Aim of the task
Filter the data below for the string "Left" and copy each matching line.

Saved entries
+++

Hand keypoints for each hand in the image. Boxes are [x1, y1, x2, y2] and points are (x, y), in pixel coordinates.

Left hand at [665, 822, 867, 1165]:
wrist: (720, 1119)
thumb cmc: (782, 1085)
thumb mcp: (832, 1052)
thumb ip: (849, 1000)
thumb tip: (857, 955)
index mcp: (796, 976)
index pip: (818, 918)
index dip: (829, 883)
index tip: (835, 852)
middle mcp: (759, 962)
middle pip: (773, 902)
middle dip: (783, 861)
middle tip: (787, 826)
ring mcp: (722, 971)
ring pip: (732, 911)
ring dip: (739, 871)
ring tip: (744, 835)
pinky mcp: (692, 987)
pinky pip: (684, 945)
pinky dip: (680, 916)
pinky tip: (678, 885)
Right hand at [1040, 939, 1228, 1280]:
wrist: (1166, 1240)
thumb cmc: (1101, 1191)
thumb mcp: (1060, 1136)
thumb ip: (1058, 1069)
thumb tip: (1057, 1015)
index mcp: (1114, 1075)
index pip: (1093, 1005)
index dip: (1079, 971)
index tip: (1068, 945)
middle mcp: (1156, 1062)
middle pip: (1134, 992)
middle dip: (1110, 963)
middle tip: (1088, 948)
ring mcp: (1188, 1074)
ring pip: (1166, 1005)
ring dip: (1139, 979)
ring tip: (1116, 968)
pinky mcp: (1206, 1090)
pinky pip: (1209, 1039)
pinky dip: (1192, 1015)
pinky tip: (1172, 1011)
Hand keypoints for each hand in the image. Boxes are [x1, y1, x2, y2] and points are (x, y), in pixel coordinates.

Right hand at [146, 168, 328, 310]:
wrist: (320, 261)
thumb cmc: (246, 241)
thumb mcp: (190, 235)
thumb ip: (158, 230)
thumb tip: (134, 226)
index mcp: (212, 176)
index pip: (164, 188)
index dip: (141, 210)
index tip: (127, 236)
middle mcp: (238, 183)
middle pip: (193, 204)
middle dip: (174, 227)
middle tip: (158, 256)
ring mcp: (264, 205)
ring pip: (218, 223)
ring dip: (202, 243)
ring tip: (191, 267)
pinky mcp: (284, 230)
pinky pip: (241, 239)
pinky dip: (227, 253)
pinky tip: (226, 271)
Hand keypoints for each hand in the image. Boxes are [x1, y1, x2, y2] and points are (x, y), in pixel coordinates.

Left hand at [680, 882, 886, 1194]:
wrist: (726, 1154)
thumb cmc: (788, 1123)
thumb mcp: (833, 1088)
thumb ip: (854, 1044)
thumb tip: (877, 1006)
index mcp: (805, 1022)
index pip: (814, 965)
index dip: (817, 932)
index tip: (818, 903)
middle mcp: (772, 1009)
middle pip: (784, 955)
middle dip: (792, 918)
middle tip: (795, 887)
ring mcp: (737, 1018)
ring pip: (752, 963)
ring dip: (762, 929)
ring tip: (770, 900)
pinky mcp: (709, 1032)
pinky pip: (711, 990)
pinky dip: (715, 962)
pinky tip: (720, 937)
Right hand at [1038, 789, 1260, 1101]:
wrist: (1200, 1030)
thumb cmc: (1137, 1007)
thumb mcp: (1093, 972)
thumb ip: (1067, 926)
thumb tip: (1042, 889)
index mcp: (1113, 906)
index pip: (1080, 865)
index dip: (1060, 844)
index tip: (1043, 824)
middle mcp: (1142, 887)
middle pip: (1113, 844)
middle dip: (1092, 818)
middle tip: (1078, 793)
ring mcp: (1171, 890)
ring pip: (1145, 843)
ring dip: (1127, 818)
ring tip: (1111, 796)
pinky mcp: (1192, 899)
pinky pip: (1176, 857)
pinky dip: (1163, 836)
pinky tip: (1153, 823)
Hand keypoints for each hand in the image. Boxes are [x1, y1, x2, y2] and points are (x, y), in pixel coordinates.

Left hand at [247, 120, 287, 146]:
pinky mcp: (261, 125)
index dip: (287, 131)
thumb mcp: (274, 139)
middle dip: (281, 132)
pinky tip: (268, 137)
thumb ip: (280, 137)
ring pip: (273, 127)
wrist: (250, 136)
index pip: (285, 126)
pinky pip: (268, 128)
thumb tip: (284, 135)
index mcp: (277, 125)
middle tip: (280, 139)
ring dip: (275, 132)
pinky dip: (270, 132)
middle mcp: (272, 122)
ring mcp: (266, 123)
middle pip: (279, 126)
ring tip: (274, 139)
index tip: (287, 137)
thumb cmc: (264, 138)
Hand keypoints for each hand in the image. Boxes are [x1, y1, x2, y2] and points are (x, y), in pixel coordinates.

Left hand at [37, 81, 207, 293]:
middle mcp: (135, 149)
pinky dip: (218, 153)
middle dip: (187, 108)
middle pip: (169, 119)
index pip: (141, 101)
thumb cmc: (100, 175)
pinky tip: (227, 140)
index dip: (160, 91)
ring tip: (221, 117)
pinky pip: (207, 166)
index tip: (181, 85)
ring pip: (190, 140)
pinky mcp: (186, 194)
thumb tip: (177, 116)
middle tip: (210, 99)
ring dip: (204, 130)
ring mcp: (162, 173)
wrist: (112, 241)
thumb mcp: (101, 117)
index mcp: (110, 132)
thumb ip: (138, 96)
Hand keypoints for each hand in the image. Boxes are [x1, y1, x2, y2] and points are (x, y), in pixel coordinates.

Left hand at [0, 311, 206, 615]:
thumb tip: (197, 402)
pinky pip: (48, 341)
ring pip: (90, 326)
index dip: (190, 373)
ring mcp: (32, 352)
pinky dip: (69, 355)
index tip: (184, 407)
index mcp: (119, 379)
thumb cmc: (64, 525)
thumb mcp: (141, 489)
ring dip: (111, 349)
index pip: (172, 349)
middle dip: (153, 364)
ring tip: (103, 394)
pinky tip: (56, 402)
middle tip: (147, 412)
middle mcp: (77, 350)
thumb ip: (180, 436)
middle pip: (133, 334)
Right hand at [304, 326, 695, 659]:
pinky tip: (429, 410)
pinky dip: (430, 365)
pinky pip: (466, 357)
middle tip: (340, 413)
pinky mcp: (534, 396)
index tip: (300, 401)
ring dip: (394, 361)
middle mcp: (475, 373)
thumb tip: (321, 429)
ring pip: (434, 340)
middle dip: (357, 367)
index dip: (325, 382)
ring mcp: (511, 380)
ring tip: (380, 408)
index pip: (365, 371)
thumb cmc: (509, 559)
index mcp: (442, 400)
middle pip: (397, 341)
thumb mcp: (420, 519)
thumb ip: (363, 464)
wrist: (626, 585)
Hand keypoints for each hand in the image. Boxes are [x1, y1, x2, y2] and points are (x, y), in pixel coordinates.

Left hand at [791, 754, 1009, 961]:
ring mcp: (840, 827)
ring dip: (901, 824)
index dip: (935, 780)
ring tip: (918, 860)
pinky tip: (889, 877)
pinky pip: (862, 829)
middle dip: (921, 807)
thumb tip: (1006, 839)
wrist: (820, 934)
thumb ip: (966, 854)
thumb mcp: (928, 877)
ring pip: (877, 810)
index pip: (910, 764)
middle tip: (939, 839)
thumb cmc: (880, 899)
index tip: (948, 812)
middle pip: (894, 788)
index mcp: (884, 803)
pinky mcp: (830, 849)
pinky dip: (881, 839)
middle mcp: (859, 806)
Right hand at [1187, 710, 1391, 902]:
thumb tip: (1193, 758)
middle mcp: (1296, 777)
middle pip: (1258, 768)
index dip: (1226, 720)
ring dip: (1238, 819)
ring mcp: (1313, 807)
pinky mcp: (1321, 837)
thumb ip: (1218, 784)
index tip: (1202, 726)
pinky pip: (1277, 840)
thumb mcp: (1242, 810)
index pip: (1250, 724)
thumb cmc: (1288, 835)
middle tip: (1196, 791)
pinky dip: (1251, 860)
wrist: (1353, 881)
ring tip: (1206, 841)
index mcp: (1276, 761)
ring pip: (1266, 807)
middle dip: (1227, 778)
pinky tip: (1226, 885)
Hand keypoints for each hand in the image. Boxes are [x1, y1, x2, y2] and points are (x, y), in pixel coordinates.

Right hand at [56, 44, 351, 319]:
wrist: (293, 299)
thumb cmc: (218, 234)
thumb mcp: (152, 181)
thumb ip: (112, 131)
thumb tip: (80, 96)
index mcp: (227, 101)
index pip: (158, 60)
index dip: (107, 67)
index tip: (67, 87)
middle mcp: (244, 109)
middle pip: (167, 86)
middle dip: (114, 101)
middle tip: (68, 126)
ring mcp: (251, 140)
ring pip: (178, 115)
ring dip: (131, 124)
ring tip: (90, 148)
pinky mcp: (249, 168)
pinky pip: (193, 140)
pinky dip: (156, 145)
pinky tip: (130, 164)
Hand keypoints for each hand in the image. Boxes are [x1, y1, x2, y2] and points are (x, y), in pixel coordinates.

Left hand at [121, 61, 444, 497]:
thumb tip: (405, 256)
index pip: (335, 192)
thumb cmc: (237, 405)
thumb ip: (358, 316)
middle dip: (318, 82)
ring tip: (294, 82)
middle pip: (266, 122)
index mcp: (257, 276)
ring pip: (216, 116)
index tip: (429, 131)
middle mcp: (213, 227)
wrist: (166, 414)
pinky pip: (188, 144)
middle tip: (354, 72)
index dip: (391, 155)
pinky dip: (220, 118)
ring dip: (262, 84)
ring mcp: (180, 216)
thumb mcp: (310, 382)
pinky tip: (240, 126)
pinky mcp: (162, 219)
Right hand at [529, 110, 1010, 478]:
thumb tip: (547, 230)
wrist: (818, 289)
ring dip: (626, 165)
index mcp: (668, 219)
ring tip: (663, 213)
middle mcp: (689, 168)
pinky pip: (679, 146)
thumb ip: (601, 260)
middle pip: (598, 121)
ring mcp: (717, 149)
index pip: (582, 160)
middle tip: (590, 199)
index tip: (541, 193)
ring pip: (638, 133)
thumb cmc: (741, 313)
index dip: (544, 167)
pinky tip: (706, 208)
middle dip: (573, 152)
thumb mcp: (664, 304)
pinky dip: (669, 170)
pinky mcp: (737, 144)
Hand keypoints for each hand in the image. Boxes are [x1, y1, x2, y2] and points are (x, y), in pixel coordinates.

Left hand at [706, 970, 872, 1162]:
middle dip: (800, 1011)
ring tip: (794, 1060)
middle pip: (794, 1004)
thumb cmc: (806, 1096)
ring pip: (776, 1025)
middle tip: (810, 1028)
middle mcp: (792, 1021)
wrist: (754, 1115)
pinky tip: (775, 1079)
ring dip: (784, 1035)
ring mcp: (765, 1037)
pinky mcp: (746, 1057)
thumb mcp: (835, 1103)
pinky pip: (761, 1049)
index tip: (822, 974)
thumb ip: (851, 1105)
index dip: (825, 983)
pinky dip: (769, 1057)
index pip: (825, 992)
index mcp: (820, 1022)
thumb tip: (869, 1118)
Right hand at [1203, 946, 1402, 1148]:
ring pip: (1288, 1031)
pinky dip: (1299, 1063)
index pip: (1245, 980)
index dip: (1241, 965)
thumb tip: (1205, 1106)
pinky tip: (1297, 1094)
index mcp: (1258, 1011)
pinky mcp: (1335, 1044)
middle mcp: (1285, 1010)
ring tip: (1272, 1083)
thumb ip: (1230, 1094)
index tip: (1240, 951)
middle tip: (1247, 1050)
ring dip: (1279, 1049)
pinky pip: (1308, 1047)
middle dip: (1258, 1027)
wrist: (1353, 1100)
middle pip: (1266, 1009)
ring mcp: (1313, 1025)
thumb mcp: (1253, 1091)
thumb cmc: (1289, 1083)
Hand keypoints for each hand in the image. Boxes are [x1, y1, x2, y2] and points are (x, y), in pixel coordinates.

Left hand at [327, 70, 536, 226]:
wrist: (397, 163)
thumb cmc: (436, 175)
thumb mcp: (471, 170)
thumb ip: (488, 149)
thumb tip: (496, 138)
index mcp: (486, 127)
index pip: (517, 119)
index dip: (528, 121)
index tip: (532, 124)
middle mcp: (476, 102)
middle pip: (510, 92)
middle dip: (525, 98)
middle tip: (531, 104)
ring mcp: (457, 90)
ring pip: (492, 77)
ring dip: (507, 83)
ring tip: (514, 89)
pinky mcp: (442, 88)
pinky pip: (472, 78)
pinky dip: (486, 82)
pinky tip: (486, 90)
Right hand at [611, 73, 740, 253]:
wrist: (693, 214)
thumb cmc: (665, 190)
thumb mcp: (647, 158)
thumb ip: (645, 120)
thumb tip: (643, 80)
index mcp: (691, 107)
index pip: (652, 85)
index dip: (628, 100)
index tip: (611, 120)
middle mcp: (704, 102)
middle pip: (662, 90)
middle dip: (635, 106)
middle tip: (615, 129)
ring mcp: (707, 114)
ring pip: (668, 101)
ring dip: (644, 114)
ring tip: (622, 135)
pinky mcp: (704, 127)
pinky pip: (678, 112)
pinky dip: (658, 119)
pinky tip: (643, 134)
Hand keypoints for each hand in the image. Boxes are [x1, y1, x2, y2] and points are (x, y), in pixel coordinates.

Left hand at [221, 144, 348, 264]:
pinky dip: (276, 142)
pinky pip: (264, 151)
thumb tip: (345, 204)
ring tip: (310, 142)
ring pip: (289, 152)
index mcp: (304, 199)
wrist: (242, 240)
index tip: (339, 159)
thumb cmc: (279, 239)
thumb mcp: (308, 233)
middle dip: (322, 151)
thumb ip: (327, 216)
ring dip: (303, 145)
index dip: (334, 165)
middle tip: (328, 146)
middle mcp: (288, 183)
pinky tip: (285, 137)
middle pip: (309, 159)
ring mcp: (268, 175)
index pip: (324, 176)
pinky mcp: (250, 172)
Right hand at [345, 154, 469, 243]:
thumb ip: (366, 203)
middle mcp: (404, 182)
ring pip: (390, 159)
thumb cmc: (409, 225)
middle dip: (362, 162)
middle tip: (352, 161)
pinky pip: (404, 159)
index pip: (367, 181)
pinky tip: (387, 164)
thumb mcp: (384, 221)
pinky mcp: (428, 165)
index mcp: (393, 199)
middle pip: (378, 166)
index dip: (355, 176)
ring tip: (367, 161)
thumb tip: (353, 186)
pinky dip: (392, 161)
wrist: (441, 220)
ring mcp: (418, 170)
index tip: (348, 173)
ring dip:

+++

Solution to this exercise
Left hand at [665, 822, 867, 1165]:
Left hand at [680, 882, 886, 1194]:
Left hand at [247, 120, 287, 146]:
Left hand at [37, 81, 207, 293]:
Left hand at [0, 311, 206, 615]:
Left hand at [791, 754, 1009, 961]:
Left hand at [121, 61, 444, 497]:
Left hand at [706, 970, 872, 1162]:
Left hand at [327, 70, 536, 226]:
Left hand at [221, 144, 348, 264]:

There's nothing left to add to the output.